Under the Enterprise Law, certain matters of a joint stock company (JSC) are within the power of the Shareholders Meeting such as increase of the number of shares authorized for sale, change of charter, or sale of important assets. The procedures to convene and pass a resolution of the Shareholders’ Meeting of a JSC especially for a listed JSC may take time. To avoid following such procedures and to have more operational flexibility, some JSCs have procured the Shareholders’ Meeting to authorise or delegate the powers to decide the matters within the authorities of the Shareholders Meeting to the Board. However, such authorization and delegation are not without legal risks (not to mention the potential conflict of interest in case the Board is controlled by a number of shareholders). In particular,

  • The Shareholders Meeting and the Board are two corporate bodies under the Enterprise Law.
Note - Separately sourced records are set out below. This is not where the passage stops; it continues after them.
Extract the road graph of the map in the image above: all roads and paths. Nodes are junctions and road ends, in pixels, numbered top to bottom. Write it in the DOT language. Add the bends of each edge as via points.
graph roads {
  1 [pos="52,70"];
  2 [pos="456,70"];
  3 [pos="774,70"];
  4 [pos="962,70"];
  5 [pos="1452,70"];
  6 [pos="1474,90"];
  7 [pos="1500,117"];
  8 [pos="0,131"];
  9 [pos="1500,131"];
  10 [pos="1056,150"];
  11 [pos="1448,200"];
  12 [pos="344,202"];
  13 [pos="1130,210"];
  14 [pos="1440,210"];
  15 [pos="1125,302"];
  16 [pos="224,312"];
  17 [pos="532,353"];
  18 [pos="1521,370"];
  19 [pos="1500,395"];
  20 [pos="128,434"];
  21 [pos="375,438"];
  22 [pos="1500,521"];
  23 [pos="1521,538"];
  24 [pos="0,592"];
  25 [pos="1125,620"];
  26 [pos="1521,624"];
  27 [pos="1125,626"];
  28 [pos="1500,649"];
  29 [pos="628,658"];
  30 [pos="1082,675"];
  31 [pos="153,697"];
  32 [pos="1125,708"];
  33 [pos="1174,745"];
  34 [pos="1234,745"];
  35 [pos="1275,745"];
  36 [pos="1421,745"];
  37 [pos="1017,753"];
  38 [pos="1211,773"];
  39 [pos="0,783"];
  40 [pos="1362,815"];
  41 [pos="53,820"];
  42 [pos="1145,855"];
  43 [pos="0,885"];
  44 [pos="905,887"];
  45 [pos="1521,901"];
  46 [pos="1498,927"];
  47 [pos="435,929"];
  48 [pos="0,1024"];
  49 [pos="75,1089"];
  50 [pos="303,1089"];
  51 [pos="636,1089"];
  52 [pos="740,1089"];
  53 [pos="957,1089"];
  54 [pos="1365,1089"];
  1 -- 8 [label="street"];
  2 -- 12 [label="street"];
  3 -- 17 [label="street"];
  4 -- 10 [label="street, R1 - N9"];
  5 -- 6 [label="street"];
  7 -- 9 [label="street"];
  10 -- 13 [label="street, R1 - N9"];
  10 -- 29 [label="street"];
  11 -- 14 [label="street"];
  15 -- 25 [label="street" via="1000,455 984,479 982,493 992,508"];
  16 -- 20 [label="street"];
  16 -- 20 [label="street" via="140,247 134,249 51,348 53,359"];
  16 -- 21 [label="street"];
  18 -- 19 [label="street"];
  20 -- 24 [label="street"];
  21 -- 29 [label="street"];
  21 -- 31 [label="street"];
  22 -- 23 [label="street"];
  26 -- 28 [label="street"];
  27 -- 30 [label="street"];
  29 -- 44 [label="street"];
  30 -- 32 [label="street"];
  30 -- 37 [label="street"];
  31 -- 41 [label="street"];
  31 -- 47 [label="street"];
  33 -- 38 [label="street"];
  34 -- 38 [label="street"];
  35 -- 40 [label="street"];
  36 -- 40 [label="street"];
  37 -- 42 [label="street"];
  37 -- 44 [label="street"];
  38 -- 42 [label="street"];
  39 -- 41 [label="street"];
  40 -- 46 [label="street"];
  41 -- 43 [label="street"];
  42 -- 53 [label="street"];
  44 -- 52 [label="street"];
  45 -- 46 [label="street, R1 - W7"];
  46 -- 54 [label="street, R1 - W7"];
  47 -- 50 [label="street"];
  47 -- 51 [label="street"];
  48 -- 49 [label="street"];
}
However, under the Civil Code, the Shareholders’ Meeting and the Board are not recognised as an entity which can enter into contract or transaction including authorisation transaction; and
  • Article 96.2 of the Enterprise Law provides that the Shareholders Meeting will have “the following rights and obligations”.  The use of the word “obligation” implies that the matters within the authorities of the Shareholders Meeting needs to be decided by the Shareholders Meeting itself. Under Vietnamese law, one could authorise its rights but the same cannot be said for obligations.